Problem description: Go through the entries one line at a time, and gather every line that has the word "Yard".

Exercise inputs:
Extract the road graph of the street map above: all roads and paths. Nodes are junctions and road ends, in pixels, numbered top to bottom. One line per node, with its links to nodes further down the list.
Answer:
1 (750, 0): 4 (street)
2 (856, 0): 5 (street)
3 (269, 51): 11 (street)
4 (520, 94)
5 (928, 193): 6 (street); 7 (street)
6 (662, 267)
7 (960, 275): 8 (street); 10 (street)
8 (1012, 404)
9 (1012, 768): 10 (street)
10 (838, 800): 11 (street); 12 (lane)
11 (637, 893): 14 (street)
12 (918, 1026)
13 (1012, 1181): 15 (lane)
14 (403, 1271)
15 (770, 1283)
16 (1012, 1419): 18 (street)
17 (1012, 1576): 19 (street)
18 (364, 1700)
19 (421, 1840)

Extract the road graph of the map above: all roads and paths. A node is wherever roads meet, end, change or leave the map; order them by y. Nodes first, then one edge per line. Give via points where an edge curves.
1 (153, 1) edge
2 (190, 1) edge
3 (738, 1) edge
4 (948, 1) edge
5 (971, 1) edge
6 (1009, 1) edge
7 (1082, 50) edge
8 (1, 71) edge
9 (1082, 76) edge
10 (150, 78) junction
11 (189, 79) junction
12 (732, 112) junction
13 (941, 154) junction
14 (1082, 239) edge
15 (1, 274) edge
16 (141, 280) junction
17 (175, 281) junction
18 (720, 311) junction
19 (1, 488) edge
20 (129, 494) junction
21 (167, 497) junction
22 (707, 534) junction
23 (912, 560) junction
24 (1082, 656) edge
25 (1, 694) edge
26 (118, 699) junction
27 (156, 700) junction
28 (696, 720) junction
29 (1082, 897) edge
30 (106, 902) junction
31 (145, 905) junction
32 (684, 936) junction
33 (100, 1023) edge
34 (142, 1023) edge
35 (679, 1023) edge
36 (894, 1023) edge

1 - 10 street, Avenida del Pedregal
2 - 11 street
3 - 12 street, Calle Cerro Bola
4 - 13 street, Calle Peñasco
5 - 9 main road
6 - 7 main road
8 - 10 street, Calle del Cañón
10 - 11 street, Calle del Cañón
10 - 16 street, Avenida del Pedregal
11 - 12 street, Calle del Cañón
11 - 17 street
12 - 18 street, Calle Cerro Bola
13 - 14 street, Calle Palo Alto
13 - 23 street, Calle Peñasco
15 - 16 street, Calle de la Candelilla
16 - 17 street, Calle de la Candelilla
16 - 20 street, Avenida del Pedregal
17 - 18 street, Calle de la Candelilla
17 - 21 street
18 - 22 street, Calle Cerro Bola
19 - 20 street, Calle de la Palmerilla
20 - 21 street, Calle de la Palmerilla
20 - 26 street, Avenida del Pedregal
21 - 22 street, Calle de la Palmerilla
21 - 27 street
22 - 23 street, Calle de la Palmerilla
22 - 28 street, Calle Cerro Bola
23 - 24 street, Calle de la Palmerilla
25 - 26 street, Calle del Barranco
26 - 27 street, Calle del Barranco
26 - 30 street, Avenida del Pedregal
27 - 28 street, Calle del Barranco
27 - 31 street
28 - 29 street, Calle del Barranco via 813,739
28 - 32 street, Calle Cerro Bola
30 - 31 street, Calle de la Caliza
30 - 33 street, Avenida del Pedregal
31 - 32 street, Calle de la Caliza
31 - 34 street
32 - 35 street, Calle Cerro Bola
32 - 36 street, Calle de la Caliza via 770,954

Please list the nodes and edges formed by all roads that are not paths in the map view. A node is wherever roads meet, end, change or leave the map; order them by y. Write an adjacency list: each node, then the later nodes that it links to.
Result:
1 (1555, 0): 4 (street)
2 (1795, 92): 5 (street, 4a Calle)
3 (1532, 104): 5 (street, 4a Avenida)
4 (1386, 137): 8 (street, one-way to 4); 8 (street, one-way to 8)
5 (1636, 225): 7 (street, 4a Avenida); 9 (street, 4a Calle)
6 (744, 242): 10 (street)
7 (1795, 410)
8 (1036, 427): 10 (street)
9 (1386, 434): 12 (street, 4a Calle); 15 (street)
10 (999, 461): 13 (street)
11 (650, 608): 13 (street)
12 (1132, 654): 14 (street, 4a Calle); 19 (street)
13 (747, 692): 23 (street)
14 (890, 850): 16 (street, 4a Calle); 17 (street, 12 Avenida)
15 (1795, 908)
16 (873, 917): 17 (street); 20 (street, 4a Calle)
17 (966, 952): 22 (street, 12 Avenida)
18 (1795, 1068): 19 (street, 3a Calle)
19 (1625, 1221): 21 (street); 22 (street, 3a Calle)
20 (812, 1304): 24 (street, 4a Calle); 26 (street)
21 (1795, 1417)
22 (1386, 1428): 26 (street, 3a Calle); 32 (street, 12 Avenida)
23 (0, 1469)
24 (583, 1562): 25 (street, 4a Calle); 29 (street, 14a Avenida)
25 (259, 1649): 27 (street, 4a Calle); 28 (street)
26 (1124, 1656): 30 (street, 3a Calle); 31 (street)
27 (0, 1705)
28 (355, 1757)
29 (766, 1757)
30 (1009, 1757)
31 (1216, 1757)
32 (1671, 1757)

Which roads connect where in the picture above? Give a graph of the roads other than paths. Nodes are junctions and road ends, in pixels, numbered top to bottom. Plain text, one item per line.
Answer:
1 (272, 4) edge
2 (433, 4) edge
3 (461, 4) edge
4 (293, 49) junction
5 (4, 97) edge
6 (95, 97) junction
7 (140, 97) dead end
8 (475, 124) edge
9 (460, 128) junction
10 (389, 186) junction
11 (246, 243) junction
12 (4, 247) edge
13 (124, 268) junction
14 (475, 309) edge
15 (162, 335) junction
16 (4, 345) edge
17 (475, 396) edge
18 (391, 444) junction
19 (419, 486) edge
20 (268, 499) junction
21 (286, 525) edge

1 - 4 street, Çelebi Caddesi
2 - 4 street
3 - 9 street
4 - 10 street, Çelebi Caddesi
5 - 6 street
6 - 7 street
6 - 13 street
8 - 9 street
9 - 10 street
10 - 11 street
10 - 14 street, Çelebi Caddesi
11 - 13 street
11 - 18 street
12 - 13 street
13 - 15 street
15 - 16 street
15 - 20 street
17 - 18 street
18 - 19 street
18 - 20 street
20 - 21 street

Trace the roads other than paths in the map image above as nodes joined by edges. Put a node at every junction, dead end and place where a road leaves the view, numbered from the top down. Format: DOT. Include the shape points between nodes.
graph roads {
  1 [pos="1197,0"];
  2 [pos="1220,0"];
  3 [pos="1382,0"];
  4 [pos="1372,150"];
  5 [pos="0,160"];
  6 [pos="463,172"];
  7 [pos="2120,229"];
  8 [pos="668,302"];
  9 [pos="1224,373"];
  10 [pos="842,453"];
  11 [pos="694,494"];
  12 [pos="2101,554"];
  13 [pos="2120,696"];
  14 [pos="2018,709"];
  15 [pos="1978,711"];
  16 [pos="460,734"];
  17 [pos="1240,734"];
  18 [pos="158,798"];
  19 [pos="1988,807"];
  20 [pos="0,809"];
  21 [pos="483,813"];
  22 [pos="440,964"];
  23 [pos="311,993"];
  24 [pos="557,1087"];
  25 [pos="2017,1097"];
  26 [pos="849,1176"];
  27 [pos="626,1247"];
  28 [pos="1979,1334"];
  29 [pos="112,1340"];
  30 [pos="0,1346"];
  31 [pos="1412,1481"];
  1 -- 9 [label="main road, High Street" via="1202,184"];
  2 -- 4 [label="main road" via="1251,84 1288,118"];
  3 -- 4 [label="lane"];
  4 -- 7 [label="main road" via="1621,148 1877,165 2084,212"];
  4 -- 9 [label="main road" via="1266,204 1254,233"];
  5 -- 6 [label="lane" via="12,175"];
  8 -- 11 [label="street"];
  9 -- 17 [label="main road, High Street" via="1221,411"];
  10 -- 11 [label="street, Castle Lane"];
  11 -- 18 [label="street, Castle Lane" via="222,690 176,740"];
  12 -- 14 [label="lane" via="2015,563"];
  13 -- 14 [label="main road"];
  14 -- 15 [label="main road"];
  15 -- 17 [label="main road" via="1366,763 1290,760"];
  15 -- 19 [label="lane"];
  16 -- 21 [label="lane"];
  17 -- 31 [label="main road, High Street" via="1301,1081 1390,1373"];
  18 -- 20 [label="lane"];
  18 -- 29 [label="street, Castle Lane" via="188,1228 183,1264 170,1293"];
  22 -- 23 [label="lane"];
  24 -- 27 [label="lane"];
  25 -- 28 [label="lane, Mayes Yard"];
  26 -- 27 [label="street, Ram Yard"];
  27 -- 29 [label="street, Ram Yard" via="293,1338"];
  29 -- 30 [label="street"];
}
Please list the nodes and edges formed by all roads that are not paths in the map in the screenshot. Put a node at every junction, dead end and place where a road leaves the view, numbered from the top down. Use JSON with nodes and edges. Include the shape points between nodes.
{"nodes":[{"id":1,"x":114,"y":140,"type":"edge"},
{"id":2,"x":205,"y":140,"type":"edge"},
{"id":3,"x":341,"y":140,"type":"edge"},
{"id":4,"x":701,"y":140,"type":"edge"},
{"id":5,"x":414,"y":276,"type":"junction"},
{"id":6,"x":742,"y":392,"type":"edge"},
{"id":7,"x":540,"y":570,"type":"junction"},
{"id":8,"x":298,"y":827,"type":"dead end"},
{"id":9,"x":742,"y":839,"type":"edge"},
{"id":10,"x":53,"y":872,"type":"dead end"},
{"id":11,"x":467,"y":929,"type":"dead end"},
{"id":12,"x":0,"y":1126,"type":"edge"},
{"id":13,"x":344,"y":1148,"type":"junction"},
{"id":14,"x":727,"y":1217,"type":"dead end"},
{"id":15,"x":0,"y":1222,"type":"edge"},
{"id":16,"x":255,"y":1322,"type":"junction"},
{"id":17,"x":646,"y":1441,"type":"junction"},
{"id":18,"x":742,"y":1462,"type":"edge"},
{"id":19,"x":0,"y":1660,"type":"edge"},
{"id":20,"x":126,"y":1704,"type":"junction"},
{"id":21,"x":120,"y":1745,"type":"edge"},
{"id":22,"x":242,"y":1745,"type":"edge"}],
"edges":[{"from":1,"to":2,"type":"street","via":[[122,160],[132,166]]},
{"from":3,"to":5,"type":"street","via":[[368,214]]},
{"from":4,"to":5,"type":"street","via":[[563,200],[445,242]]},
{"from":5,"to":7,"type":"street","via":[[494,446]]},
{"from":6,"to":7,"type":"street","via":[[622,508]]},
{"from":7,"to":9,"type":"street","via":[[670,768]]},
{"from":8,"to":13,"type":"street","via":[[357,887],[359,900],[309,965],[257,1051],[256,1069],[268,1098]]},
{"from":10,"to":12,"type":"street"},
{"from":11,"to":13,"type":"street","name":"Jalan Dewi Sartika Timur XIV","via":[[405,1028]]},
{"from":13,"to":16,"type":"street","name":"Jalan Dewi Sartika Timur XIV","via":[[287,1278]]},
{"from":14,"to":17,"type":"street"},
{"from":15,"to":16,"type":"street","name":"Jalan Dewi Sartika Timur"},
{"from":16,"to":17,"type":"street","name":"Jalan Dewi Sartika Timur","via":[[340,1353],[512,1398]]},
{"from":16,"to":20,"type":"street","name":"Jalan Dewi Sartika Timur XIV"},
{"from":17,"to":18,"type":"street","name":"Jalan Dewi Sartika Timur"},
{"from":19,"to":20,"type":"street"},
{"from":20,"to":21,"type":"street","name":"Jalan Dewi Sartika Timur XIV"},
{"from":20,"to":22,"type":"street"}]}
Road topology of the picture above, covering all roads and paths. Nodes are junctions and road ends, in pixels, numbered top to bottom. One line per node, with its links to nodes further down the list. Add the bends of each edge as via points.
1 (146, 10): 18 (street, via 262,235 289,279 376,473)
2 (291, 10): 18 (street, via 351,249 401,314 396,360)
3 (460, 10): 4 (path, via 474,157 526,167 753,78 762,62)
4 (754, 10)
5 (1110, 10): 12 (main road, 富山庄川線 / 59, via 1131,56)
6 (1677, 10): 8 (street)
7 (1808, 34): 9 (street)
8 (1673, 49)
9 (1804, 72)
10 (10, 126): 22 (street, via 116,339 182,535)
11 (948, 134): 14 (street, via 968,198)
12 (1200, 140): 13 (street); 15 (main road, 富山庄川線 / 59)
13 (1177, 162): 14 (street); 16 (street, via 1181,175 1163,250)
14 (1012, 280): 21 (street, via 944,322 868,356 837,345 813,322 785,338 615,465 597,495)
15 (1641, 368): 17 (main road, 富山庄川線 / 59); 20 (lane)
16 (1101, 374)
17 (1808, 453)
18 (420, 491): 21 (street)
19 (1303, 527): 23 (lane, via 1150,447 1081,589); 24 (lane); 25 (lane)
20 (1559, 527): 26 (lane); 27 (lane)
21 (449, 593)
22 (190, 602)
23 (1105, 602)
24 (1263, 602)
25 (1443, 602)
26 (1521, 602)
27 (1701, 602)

Task response:
  25 -- 28 [label="lane, Mayes Yard"];
  26 -- 27 [label="street, Ram Yard"];
  27 -- 29 [label="street, Ram Yard" via="293,1338"];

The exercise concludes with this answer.